Open AccessIntracellular Ca2+ Increase in Neuro-2A Cells and Rat Astrocytes Following Stimulation of Bradykinin B2 Receptor
Author(s) -
Yuri Ikeda,
Akinori Ueno,
Hiroaki Naraba,
Norio Matsuki,
Sachiko Ohishi
Publication year - 2000
Publication title -
japanese journal of pharmacology/japanese journal of pharmacology
Language(s) - English
Resource type - Journals
eISSN - 1347-3506
pISSN - 0021-5198
DOI - 10.1254/jjp.84.140
Subject(s) - bradykinin , bradykinin receptor , intracellular , receptor , medicine , endocrinology , thapsigargin , calcium in biology , receptor antagonist , astrocyte , biology , stimulation , second messenger system , antagonist , microbiology and biotechnology , central nervous system
Murine neuroblastoma cell line Neuro-2A cells and rat brain astrocytes showed a dose-dependent increase in intracellular Ca2+ in response to bradykinin, when assessed by a single cell image analyzing system.
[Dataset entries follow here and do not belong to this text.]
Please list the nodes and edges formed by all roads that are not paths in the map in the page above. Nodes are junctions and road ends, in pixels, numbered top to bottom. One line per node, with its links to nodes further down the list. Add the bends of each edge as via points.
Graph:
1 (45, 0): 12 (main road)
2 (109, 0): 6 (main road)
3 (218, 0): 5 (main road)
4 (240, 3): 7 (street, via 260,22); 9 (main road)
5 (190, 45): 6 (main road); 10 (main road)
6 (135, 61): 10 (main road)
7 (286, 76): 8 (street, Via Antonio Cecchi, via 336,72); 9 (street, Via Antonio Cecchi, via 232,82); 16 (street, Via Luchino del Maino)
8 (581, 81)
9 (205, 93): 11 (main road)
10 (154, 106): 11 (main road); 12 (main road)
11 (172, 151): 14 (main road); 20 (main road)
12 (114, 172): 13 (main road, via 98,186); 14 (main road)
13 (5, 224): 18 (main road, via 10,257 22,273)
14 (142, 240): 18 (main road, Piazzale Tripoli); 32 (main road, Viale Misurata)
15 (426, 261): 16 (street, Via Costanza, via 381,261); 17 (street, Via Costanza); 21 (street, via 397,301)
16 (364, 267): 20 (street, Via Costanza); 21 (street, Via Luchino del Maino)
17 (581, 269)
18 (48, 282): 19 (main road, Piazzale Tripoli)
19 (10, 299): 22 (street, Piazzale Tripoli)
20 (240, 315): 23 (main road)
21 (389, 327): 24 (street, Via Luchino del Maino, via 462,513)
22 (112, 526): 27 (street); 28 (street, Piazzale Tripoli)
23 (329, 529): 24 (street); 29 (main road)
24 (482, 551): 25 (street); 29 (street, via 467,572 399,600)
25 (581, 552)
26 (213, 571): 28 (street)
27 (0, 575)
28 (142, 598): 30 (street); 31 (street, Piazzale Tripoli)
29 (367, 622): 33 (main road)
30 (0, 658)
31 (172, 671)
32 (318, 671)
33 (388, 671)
The Ca2+ increase in Neuro-2A cells by bradykinin was also examined by a suspension fluorescent assay using fura-2 loading. The Ca2+ increase in both cases was suppressed by a bradykinin B2 receptor antagonist, Hoe 140, but not by a B1 receptor antagonist, des-Arg-Hoe 140, suggesting that the effect occurred via specific B2 receptor activation. RT-PCR for bradykinin B2 receptor mRNA showed that both Neuro-2A cells and the astrocytes expressed B2 receptor mRNA. Binding of [3H]bradykinin to Neuro-2A cells was assessed, and a specific binding constant of 0.75 nM was determined. Furthermore, the increase in [Ca2+]i by bradykinin could be caused by a release of Ca2+ from storage sites in the endoplasmic reticulum, since thapsigargin and U-73122 attenuated the effect of bradykinin in Neuro-2A as well as in astrocytes. These results indicate that both astrocytes and neuroblastoma Neuro-2A cells stimulated by bradykinin could express a bradykinin B2 receptor-mediated intracellular Ca2+ increase leading to signal transduction.